Author: Heather Vale
November 30, 2023
Having multiple credit cards lets you maximize rewards, but it’s important to be strategic in your card use so you can maintain good credit health.
Credit cards are a great tool if you use them the right way, but rewards are probably their coolest feature. After all, you can get cash back or points just for buying what you would normally buy? Ka-ching!
The best strategy for taking advantage of these rewards is to use each card for the categories that earn the highest rewards, and then pay off each card every month.
Another decision to make is which type of rewards credit card could be right for you. Because not every rewards program is the same, and one or the other could better suit your lifestyle and your needs.
There are three basic types of credit card rewards:
Cash back rewards usually give you a payment or statement credit equal to a certain percentage of eligible purchases. Often you can earn higher cash back rewards for specific categories, like gas, groceries, dining, travel, entertainment, cable TV, or streaming services.
Rewards points are earned in a similar way, but you usually have a choice of when and how you want to redeem your credit card rewards.

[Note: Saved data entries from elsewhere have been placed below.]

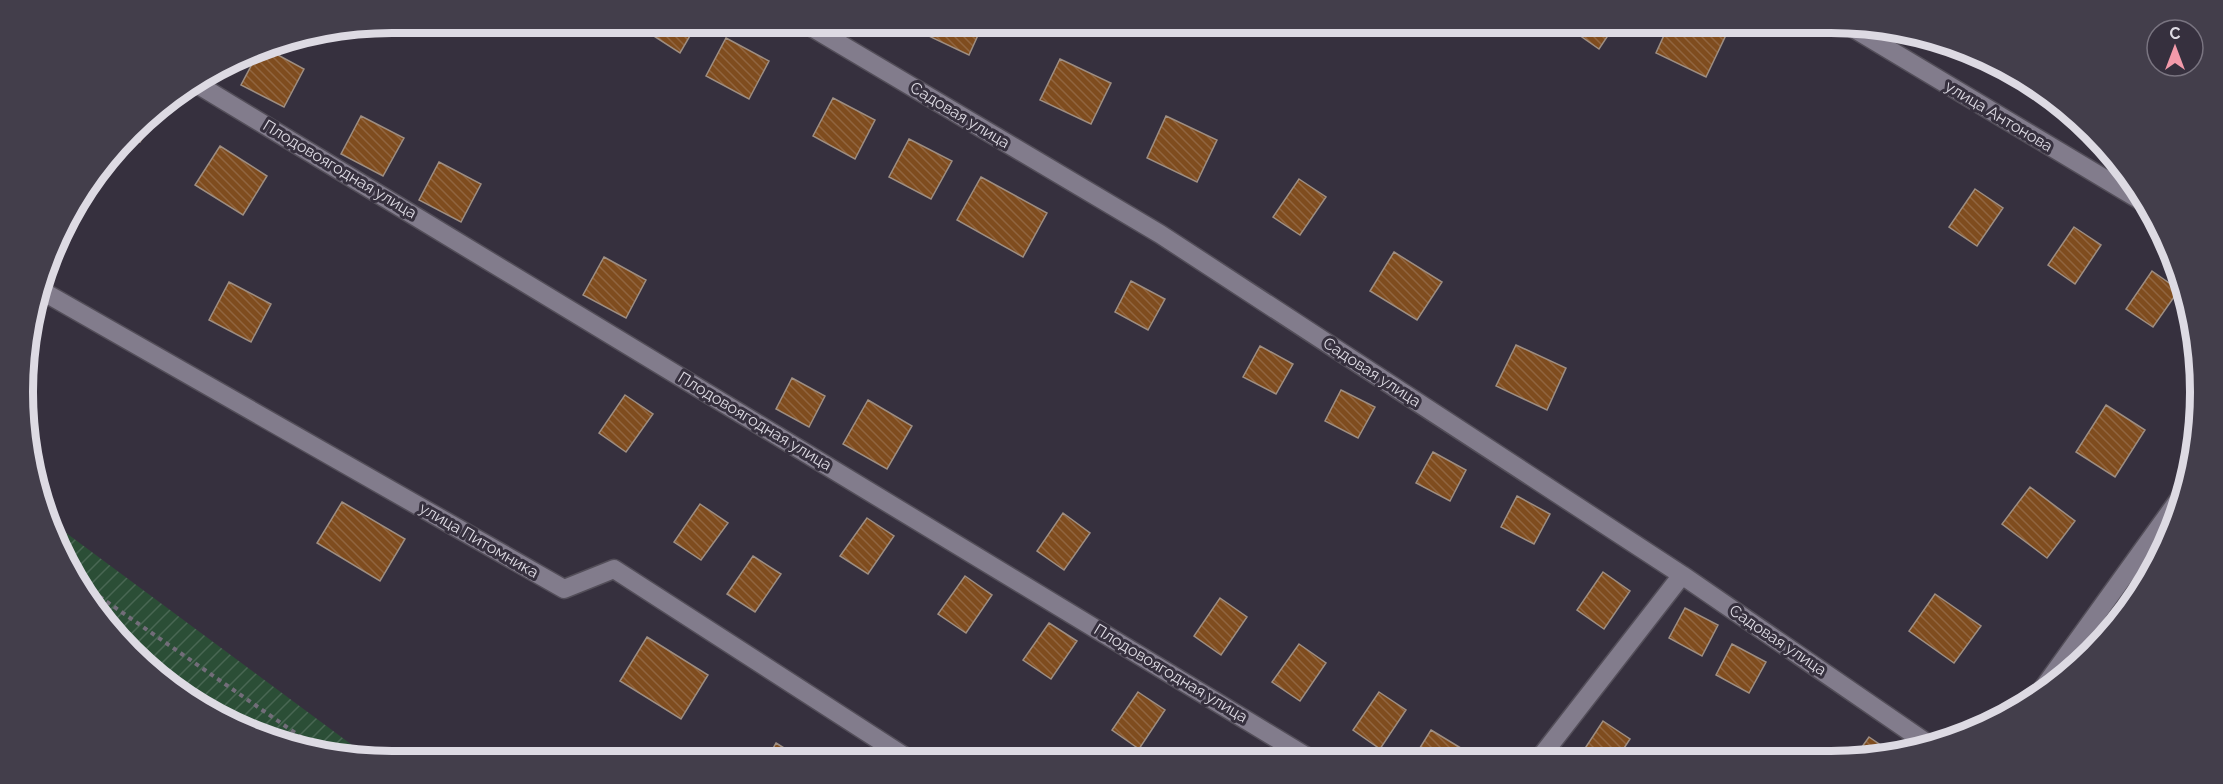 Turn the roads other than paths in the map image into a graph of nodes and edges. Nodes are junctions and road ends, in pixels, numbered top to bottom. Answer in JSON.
{"nodes":[{"id":1,"x":822,"y":33,"type":"edge"},
{"id":2,"x":1864,"y":35,"type":"edge"},
{"id":3,"x":203,"y":87,"type":"edge"},
{"id":4,"x":2129,"y":194,"type":"edge"},
{"id":5,"x":47,"y":294,"type":"edge"},
{"id":6,"x":2168,"y":514,"type":"edge"},
{"id":7,"x":1682,"y":575,"type":"junction"},
{"id":8,"x":2053,"y":674,"type":"edge"},
{"id":9,"x":1922,"y":740,"type":"edge"},
{"id":10,"x":896,"y":751,"type":"edge"},
{"id":11,"x":1299,"y":751,"type":"edge"},
{"id":12,"x":1545,"y":751,"type":"edge"}],
"edges":[{"from":1,"to":7,"type":"street","name":"Садовая улица"},
{"from":2,"to":4,"type":"street","name":"улица Антонова"},
{"from":3,"to":11,"type":"street","name":"Плодовоягодная улица"},
{"from":5,"to":10,"type":"street","name":"улица Питомника"},
{"from":6,"to":8,"type":"street"},
{"from":7,"to":9,"type":"street","name":"Садовая улица"},
{"from":7,"to":12,"type":"street"}]}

Sometimes you can turn your points into cash back, but you can also typically trade them in for discounts, gift cards, and other perks.
Mileage rewards, or simply “miles,” are similar to points. But they’re usually specifically focused on travel and geared to frequent flyers. Some mileage rewards are generic and can be used for various travel services, whereas airline miles are often tied to a specific airline or their partners.
To figure out which credit card is best for you, consider what you usually buy and what kind of rewards you could make use of. Also keep in mind that each rewards program has its own terms and conditions, such as what kind of purchase earns which level of reward and how long you have to redeem them once they’re earned.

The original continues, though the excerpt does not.